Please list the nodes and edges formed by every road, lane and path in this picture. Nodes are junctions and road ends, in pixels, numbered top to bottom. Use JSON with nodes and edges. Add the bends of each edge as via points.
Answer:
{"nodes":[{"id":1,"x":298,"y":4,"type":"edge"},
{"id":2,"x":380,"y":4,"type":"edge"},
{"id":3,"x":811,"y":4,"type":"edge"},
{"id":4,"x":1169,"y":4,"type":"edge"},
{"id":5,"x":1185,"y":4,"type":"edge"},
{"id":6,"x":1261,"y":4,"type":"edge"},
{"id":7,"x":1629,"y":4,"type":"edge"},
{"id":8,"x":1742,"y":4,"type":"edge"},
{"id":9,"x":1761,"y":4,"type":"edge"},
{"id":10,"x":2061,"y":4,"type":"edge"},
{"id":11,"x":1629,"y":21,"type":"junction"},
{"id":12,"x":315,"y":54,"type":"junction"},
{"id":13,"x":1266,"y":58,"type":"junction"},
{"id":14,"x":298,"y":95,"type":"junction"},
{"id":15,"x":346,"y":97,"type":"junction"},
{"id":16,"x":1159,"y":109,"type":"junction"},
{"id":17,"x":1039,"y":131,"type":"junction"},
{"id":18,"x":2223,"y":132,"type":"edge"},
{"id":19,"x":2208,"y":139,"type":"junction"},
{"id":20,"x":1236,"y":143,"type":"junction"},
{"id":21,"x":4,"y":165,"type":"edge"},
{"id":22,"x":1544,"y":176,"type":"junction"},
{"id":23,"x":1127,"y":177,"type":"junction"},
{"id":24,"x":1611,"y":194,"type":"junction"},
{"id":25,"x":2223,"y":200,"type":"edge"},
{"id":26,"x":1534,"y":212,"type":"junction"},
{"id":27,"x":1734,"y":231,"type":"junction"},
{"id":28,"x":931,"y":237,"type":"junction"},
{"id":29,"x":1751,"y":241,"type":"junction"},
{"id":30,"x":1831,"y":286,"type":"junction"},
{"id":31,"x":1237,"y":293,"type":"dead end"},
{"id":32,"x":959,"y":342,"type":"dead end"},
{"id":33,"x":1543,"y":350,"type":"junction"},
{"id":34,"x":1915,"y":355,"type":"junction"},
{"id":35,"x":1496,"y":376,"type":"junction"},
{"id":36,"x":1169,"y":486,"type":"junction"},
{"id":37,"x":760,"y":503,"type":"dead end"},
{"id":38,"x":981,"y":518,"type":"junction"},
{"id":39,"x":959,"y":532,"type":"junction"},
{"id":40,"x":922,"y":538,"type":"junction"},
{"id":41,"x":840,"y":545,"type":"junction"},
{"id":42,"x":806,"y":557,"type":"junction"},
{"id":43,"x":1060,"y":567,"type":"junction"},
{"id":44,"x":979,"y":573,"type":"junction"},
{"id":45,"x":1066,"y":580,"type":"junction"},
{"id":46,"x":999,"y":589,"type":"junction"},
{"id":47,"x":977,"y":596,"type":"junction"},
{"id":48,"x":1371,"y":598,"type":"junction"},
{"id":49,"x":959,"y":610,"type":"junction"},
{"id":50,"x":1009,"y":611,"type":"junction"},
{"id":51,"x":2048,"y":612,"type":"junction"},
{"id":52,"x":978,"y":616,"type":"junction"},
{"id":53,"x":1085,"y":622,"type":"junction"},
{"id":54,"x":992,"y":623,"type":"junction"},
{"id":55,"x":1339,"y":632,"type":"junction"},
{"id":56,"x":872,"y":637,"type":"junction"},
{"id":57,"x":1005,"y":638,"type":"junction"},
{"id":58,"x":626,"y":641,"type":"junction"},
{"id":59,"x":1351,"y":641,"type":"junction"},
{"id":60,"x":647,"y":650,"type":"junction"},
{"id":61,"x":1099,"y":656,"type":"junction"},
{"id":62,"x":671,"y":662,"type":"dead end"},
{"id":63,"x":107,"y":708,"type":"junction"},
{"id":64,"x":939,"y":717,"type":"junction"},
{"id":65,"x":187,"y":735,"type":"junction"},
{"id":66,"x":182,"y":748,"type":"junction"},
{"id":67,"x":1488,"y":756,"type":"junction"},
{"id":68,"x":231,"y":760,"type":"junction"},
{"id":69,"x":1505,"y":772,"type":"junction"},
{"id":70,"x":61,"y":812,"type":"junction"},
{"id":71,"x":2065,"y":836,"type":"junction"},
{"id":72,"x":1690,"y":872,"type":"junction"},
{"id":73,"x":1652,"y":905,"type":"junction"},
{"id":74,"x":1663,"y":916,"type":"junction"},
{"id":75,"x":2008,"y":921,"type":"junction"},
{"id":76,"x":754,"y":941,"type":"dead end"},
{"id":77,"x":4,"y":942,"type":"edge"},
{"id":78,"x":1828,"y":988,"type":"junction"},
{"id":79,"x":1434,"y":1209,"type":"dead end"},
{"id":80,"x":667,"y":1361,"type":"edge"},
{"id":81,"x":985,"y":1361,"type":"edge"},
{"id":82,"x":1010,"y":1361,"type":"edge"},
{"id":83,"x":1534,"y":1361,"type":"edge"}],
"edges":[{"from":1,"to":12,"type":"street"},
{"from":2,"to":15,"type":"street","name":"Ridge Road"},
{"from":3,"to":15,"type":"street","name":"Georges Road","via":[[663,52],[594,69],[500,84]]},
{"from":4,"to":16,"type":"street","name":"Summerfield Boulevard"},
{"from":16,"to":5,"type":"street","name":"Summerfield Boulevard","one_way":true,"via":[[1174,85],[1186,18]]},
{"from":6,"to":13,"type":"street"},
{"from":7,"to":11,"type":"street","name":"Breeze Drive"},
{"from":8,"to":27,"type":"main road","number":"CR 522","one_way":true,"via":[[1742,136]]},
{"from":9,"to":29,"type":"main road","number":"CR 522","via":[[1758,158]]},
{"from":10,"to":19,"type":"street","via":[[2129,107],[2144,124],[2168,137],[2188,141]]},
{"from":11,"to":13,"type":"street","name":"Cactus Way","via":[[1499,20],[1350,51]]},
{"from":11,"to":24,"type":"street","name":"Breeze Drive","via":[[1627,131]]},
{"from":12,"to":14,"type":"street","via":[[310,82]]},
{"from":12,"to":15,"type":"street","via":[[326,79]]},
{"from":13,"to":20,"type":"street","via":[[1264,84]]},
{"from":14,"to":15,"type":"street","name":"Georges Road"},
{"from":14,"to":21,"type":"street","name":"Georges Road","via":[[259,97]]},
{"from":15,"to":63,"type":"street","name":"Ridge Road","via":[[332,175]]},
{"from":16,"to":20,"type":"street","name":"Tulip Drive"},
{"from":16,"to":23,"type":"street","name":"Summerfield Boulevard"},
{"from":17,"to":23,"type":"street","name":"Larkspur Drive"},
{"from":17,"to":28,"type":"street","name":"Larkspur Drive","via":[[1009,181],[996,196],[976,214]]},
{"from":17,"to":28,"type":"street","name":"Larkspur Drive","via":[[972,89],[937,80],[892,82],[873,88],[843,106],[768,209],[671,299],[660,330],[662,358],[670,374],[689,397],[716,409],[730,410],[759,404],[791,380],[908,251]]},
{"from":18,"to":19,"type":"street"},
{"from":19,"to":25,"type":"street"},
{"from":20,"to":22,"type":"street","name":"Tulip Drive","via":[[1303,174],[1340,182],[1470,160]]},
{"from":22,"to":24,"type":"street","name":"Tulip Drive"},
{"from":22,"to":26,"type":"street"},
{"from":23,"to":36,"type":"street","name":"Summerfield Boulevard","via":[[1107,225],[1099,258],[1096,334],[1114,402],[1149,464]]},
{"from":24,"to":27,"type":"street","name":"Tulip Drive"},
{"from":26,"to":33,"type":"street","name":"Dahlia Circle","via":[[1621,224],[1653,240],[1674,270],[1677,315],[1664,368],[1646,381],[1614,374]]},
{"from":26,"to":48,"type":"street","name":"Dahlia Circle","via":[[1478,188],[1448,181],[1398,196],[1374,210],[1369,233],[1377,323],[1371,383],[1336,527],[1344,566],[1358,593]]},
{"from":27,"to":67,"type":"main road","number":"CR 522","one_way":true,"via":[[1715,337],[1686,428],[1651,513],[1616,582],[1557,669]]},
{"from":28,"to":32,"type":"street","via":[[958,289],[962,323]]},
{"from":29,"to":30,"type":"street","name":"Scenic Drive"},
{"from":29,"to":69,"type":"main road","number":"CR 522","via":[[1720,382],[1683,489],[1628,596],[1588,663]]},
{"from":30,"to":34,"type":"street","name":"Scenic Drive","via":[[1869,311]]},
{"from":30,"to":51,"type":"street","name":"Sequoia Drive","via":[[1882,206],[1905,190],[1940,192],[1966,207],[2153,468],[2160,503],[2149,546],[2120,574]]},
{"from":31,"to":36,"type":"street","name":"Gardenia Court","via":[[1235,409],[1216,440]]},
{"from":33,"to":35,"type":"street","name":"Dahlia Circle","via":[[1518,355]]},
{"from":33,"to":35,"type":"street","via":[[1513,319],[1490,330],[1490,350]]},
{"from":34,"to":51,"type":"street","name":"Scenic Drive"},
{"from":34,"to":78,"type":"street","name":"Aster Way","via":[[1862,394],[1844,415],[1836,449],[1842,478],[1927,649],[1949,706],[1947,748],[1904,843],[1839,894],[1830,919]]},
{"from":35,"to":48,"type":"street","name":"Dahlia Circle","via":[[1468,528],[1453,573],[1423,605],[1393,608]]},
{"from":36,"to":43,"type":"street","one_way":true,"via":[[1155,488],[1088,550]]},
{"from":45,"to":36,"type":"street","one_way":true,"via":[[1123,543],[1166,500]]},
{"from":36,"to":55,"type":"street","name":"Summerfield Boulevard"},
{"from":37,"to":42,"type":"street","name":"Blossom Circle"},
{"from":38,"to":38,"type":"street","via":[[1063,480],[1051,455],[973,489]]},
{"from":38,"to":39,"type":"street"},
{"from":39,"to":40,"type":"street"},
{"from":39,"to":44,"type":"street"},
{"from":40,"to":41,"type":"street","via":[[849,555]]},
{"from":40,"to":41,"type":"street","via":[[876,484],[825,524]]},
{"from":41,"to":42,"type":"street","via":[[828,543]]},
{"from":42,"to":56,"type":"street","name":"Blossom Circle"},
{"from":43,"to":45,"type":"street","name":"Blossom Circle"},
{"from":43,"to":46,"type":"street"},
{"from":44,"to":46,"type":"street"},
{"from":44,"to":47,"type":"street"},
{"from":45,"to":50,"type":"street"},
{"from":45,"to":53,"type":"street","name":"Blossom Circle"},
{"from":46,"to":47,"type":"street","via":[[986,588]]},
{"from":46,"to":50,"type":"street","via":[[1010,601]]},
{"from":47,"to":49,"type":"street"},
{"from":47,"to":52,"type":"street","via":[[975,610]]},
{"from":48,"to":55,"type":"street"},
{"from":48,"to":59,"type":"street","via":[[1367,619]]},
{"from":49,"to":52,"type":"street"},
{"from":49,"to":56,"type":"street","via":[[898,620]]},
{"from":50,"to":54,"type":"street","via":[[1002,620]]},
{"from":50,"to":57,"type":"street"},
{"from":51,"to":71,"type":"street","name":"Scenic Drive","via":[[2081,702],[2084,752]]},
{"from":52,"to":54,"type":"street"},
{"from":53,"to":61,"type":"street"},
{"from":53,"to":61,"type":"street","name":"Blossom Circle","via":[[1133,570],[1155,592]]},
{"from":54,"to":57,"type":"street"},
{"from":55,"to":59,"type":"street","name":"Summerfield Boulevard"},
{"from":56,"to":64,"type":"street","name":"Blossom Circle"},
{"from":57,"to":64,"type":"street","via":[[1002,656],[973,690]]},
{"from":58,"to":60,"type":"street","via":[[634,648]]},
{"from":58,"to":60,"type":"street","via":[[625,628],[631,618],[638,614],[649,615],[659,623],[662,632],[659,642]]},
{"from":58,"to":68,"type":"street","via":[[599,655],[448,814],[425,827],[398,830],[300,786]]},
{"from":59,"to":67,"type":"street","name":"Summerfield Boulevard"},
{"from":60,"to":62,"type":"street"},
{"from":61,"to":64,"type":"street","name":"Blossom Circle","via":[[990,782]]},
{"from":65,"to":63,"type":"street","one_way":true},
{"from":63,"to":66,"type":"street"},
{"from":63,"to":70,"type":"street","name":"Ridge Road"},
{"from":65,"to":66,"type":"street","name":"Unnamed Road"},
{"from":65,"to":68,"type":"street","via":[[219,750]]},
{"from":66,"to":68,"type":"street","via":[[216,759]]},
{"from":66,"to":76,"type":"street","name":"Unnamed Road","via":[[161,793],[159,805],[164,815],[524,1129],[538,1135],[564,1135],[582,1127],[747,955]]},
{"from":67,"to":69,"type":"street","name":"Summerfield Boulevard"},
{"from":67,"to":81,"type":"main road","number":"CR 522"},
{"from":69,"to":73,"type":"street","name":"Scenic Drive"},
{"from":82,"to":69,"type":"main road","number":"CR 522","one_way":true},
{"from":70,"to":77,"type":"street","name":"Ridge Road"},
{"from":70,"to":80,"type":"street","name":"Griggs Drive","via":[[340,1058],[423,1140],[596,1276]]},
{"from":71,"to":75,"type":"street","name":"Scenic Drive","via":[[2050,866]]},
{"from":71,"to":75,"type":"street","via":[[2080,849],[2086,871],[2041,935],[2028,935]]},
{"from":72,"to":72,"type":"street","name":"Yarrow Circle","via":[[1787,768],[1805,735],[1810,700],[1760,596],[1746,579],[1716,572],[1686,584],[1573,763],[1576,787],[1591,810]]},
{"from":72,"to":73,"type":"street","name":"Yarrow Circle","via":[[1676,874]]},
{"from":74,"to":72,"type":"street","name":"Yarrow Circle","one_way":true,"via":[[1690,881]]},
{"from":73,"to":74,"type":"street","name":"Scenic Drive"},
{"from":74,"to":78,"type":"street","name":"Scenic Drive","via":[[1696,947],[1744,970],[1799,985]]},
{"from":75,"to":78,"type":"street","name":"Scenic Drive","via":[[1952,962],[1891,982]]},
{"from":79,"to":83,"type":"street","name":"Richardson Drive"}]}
□ □ □
What you should do -
Of the lines above, show those in which "Yarrow" appears.

Answer space -
{"from":72,"to":72,"type":"street","name":"Yarrow Circle","via":[[1787,768],[1805,735],[1810,700],[1760,596],[1746,579],[1716,572],[1686,584],[1573,763],[1576,787],[1591,810]]},
{"from":72,"to":73,"type":"street","name":"Yarrow Circle","via":[[1676,874]]},
{"from":74,"to":72,"type":"street","name":"Yarrow Circle","one_way":true,"via":[[1690,881]]},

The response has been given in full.